Pendant l'après-midi, cela prit une cadence industrielle. On faisait de l'abattage ! Crimont faisait défiler les prévenus dans son bureau, à la file... Il mettait le doigt sur le point le plus noir de leur dossier, les renvoyait, et passait au suivant... Il était, mine de rien, en train de mettre le feu dans plusieurs corpoles, depuis son petit bureau dans un recoin de la brigade financière. C'était un sentiment de toute-puissance, en somme.
En milieu d'après-midi, il y eut une accalmie. Crimont se fit monter un bon café crémeux, avec une goutte d'alcool dedans.
- J'adore ça. A cette heure-ci, j'en ai besoin pour bien repartir... Bon boulot, ce matin, Maréchal... Tiens, à ce propos, j'ai peut-être quelque chose qui peut t'intéresser...
Clin d'œil complice. Crimont lui lança un gros dossier. En apparence, pas différent des dizaines d'autres qu'il lui avait fait examiner.
Crimont le laissa pour aller parler au commissaire.

Maréchal regarda l'épaisse liasse de papier. Il feuilleta. Des noms apparaissaient... La corpole Donasserne. Gaëlien de Saint-Preux... Cela devenait intéressant, Maréchal feuilletait plus vite, plus fébrile. Et le nom qu'il attendait : Jaransand !

Crimont revenait à ce moment :
- Tu trouves ton bonheur ?
Maréchal le regarda, surpris, agréablement surpris.
- Je savais que tu aimerais... Oui, figure-toi qu'on en a pas fini avec Jaransand. A l'heure qu'il est, il est au château, à perpétuité. Il a échappé à la potence parce qu'on ne veut pas enterrer le dossier avec lui... Il y a encore trop de parties civiles qui attendent. Il ne va pas tarder à repasser en procès, et d'ici là, on est chargés d'en apprendre le plus sur lui. Comme tu es au premier chef sur cette affaire... Tu vas pouvoir faire connaissance avec quelques-uns de ses complices. Ils seront heureux de te rencontrer !
Le tombeur de Jaransand et de Gueule-de-Rat !
Et Crimont sut soigner la mise en scène !
- Messieurs, bonjour, asseyez-vous, je vous en prie... Maître... Je vous présente mon assistant, l'inspecteur Maréchal, l'homme qui a fait arrêter Albin Jaransand !
Tout de suite, cela vous posait un homme, et une atmosphère en plomb !

*

En fin de journée, les témoins et suspects furent autorisés à repartir. C'était comme l'heure de la fermeture du bistrot. Il fallait mettre les derniers clients dehors, qui vitupéraient contre ces méthodes et suaient déjà de devoir redescendre le grand escalier.
Ce fut à ce moment-là que la brigade des rues revint en fanfare au Quai, avec des Pandores en tenue anti-émeute. Ce fut un beau raffût ; tous les fonctionnaires du bâtiment étaient à la fenêtre pour les regarder. C'était la distraction de fin de journée ; la nouvelle avait déjà couru qu'un braquage avait viré à la prise d'otage, et s'était terminé par une intervention conjointe des forces de l'ordre. Les policiers arrivaient en courant, avec les survivants des braqueurs cachés sous des couvertures, qu'ils poussaient, pendant que des journalistes s'agglutinaient à la barrière, retenus par deux Pandores. Entre cette entrée en force, et la sortie indignée des corpolitains, les journalistes eurent à s'en mettre sous la dent.

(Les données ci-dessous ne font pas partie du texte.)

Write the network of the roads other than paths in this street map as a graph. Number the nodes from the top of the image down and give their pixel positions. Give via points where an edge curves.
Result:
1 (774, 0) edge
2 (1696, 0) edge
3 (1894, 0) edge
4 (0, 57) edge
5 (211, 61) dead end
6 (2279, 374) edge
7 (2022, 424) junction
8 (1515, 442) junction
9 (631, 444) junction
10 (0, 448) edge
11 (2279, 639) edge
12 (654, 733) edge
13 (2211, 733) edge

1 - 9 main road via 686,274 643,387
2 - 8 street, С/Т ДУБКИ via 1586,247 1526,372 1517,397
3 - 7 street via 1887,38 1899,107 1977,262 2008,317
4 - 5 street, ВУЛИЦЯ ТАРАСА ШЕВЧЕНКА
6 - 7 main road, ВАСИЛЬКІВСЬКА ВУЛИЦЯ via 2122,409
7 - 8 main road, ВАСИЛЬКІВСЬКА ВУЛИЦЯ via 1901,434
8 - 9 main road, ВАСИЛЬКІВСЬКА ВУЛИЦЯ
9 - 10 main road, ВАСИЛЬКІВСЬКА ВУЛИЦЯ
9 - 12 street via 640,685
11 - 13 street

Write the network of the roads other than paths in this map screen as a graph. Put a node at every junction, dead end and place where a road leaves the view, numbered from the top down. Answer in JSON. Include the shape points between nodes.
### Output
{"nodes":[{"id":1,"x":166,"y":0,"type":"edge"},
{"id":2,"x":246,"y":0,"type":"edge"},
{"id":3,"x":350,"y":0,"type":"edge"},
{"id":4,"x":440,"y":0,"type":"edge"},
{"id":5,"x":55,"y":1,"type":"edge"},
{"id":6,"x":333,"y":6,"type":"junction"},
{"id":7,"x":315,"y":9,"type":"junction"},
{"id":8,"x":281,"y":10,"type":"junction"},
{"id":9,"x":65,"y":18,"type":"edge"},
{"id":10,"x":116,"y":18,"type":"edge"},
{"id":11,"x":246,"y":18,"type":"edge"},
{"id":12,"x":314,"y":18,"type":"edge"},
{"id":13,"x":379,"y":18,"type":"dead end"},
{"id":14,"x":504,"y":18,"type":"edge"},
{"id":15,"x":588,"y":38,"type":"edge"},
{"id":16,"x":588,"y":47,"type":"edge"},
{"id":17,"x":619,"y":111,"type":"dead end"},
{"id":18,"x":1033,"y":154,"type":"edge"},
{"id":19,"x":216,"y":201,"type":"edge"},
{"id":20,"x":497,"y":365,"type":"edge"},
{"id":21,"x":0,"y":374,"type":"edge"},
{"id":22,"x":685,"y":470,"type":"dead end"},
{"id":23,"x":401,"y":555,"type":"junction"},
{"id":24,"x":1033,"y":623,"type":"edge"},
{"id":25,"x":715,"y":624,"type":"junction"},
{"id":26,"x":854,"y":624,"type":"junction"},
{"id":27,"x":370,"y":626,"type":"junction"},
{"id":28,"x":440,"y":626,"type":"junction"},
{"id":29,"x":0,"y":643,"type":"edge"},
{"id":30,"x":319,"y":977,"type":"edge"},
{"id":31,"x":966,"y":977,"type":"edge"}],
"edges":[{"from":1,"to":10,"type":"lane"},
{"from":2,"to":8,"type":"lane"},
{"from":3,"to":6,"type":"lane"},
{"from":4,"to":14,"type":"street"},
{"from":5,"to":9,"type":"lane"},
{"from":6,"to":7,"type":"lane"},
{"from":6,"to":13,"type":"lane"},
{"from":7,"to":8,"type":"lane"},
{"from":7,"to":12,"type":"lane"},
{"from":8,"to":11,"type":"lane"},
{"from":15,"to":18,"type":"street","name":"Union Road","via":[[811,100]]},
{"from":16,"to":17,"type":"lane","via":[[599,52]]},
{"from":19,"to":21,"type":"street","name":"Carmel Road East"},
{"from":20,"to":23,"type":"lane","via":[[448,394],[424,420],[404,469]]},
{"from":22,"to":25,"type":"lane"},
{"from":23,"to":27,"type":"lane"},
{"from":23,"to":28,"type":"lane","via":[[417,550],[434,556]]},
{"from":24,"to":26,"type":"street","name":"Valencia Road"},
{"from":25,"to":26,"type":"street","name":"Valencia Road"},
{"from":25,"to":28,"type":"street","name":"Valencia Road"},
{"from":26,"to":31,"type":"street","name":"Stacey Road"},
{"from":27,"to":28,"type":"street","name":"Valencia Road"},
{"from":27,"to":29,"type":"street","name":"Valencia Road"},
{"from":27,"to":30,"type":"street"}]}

Portzamparc aida ses collègues à boucler les truands dans une cellule. La brigade était en ébullition. On félicita le stagiaire pour sa bravoure. Le commissaire en personne vint lui serrer la main.
- Bien joué, petit.
Lanvin allumait une cigarette :
- Sûr qu'il les a bien accrochées !
Les interrogatoires commencèrent. Les braqueurs, à bout de force, et pas bien robustes mentalement, ne tardèrent pas à parler.
- Vous avez réussi à percer le coffre, dit Lanvin. Or, c'est un modèle récent, nous avons vérifié. Normalement à l'épreuve des mèches. Comment vous avez fait ?... Réponds.
Ils finirent par donner un nom : le Perce-Pierre. Une sorte de génie des mèches, qui avait réussi de nouveaux alliages capable de percer n'importe quelle serrure.
- Ça me dit quelque chose, ce nom, dit Portzamparc.
Il sortit de la salle d'interrogatoire, énervé. Où avait-il entendu ce nom ? Perce-Pierre ?... Il l'avait sur le bout de la langue. C'était rageant.
- Allez, va te reposer, lui dit Lanvin. Tu as bien travaillé. Sois là demain matin tôt, et on finira avec eux.
- D'accord. Je vais repenser à Perce-Pierre.
- Ne te tracasse pas. On aura leurs complices, tôt ou tard.
Portzamparc rentra chez lui, avec ce nom qui lui trottait dans la tête. Il croisa Maréchal, fatigué de ses dossiers et des interrogatoires à la chaîne auxquels il avait assisté. Les deux hommes se dirent bonsoir, rentrèrent chez eux. Maréchal s'endormit presque aussitôt. Portzamparc eut droit à un repas au lit et s'endormit avec le mot de "Perce-Pierre" qu'il continuait à remuer sans résultat.
C'est à son réveil le lendemain, que le souvenir lui revint d'un coup. L'association d'idées !
Perce-Pierre, le Notaire, Gibal !
C'était ça !
Il s'habilla en vitesse et courut au Quai. Il entra dans le bureau de Lanvin :
- Je sais ! Le Perce-Pierre ! Le génie des coffre-forts... On avait coincé un de ses complices à Mägott-Platz, pendant la vague de braquages contre la Pham'Velker.
- Explique-toi. Assieds-toi, va. Prends un café.
Lanvin était débordé par ce petit jeune qui arrivait et à qui tout réussissait. De quoi il aurait l'air s'il n'avait rien à apprendre à son stagiaire ?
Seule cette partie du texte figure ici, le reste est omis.